From Service to STEM: Engineering Education Professor Receives Prestigious NSF CAREER Grant

February 15, 2021

News Release — Feb. 15, 2021 — A Utah State University College of Engineering researcher has received one of the nation’s highest awards from the National Science Foundation.

Angela Minichiello, a U.S. Army veteran and assistant professor of engineering education, is the 14th faculty member in the College of Engineering to receive a CAREER grant since 2000.

Angela Minichiello, a U.S. Army veteran and assistant professor of engineering education, is the 14th faculty member in the College of Engineering to receive a CAREER grant since 2000.

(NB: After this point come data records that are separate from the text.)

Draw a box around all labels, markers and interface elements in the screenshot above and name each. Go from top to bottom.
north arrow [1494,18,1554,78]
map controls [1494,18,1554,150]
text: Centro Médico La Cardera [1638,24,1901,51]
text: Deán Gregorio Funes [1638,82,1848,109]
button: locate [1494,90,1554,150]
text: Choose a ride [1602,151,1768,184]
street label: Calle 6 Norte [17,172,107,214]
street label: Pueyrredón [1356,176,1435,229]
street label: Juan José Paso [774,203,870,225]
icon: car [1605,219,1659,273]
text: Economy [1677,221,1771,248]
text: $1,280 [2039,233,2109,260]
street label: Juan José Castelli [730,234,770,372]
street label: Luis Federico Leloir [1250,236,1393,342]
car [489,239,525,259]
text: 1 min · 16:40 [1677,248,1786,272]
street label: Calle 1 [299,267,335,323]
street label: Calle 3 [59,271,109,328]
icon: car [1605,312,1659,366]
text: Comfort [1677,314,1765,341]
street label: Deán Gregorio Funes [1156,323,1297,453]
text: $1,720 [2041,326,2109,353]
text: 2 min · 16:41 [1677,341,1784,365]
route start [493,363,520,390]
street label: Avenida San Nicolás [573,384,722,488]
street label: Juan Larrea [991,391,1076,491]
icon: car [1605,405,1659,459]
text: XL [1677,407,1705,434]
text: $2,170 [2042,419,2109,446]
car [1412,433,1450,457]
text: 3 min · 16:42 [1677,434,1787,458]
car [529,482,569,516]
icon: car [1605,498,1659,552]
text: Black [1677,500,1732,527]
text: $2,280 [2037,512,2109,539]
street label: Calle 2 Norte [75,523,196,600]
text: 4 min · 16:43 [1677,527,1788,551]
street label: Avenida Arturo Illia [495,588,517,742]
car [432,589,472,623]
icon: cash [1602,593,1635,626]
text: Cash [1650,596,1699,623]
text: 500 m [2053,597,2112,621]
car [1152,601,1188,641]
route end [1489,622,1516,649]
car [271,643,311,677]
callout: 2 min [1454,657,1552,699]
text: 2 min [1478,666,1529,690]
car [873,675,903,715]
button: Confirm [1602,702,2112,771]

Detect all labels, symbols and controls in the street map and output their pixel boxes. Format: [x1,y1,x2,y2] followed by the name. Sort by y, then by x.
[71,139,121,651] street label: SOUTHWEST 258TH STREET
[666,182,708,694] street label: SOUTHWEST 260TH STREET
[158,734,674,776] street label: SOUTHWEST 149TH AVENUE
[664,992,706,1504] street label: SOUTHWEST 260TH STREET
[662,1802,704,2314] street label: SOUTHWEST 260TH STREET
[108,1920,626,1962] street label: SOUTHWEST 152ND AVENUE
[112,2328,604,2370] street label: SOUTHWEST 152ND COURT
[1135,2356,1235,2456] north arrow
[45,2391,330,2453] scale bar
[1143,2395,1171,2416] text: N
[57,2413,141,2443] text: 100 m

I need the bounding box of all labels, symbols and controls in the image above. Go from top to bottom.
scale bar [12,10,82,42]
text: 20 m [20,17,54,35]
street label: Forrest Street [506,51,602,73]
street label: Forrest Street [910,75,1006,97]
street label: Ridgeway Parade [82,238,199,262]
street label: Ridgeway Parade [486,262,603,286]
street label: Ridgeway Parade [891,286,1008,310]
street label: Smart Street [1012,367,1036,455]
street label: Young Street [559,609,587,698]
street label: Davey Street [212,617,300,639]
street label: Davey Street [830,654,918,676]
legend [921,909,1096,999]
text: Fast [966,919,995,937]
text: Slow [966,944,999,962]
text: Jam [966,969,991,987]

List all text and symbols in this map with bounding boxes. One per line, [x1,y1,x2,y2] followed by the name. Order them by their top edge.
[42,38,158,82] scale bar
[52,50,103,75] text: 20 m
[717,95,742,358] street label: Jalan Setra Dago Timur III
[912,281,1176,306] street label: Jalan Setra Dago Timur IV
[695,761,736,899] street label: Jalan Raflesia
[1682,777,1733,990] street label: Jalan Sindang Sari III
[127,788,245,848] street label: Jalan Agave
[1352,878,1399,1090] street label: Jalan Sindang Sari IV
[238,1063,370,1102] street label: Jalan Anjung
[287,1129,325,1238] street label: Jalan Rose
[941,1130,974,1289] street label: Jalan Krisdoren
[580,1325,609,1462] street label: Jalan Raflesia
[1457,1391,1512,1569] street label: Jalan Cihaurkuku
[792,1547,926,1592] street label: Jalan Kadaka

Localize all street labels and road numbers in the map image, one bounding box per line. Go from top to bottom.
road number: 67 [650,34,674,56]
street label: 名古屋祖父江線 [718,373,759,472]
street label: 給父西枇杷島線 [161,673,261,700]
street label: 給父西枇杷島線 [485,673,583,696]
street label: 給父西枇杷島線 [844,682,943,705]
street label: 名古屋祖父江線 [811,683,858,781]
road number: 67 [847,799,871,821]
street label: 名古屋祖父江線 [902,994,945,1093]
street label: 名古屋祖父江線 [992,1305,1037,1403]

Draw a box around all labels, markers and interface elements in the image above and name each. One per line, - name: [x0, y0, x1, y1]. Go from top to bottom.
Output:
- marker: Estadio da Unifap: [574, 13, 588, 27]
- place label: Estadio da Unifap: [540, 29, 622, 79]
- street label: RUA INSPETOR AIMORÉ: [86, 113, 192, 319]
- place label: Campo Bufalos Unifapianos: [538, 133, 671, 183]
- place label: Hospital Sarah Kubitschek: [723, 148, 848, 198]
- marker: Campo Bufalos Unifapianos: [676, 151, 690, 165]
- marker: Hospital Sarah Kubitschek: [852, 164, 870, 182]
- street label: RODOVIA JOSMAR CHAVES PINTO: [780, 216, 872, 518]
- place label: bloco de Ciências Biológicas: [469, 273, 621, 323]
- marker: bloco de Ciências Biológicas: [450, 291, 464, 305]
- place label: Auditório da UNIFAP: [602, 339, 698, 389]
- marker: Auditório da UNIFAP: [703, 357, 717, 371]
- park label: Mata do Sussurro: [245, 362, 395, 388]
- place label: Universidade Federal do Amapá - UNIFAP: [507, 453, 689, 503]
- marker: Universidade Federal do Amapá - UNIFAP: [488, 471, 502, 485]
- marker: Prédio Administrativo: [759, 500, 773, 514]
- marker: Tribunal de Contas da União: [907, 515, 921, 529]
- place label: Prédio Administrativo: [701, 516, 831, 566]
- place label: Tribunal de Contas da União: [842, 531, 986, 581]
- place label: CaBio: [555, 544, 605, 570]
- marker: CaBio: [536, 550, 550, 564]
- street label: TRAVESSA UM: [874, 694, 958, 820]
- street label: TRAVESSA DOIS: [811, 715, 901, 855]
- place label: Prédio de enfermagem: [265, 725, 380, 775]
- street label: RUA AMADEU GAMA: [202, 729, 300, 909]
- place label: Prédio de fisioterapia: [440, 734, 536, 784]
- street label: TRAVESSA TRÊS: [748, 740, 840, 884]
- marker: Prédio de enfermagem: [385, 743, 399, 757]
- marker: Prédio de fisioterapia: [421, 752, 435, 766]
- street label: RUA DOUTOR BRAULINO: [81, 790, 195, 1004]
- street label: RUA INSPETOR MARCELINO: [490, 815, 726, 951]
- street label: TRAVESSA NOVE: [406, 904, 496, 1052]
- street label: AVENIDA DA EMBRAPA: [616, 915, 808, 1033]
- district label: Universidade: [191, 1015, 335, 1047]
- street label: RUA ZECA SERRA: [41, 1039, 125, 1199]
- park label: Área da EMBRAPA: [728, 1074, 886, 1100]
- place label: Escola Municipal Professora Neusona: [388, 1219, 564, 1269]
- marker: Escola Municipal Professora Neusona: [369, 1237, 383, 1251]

Angela Minichiello, an assistant professor in the Department of Engineering Education, was awarded the NSF Faculty Early Career Development, or CAREER, grant. This funding is reserved for faculty early in their academic careers who showcase potential to serve as role models in both research and education. Minichiello will receive five years of funding of $568,000 for her proposal to engage and support student veterans and military service members in university engineering programs.

The grant is the 14th CAREER awarded to College of Engineering faculty in recent years.

Minichiello’s project includes two parts. The first part is to understand the experiences of military-connected students as they progress through their undergraduate engineering programs. Despite their potential for having interest in and exposure to STEM through military experience, very few veterans and service members go on to study engineering. Minichiello attributes that, in part, to negative messaging that surrounds military personnel in higher education. But she expects their experiences to be even more layered and complex. By documenting students’ experiences, Minichiello hopes to learn about the obstacles they face — what about the institutional context or engineering curriculum excludes or “others” them — the unique skills and attributes they bring to engineering, and how they ultimately come to view themselves as engineers.

Seeing themselves as engineers, what Minichiello calls professional formation, can play a huge part in military students’ successful transition to college. “When you're in the military, you naturally develop a strong military identity,” said Minichiello. “But then things shift and somehow you have to reconcile that identity with who else you are becoming — what your next identity will be.”

The second part of the project is to advocate for these students. Using the narrative data collected, Minichiello will develop university allyship and mentoring programs for military students in engineering. These programs will be developed with and supported through the Veterans Resources Office at USU and four other collaborating institutions. The programs will also involve local community members, faculty, and other students with both military and engineering experience as mentors and trainers.

This project has personal relevance for Minichiello. A military veteran herself, she experienced tensions between her Army and academic identities while attending graduate school in engineering upon leaving military service. “Later, as I became an ‘academic’, I chose not to self-identify for a long time, not even to the students in the courses I taught, just because my graduate school experiences told me that those in academia may not respect or welcome those of us affiliated with the military. It’s taken me a long time to make sense of these tensions in my professional life.”

And while her project focuses on military-connected students, Minichiello also hopes it will work toward a broader goal: to diversify engineering education and the engineering workforce. Tapping into the military will bring more women, persons from underrepresented racial and ethnic groups, persons with disabilities and first-generation college students into engineering.

“Put very simply, the current engineering workforce is not diverse. And we desperately need diversity in order to develop creative and sustainable approaches to the technological, environmental and societal challenges we face coming into the 21st century and beyond. As a profession, engineering needs all hands and minds on deck.”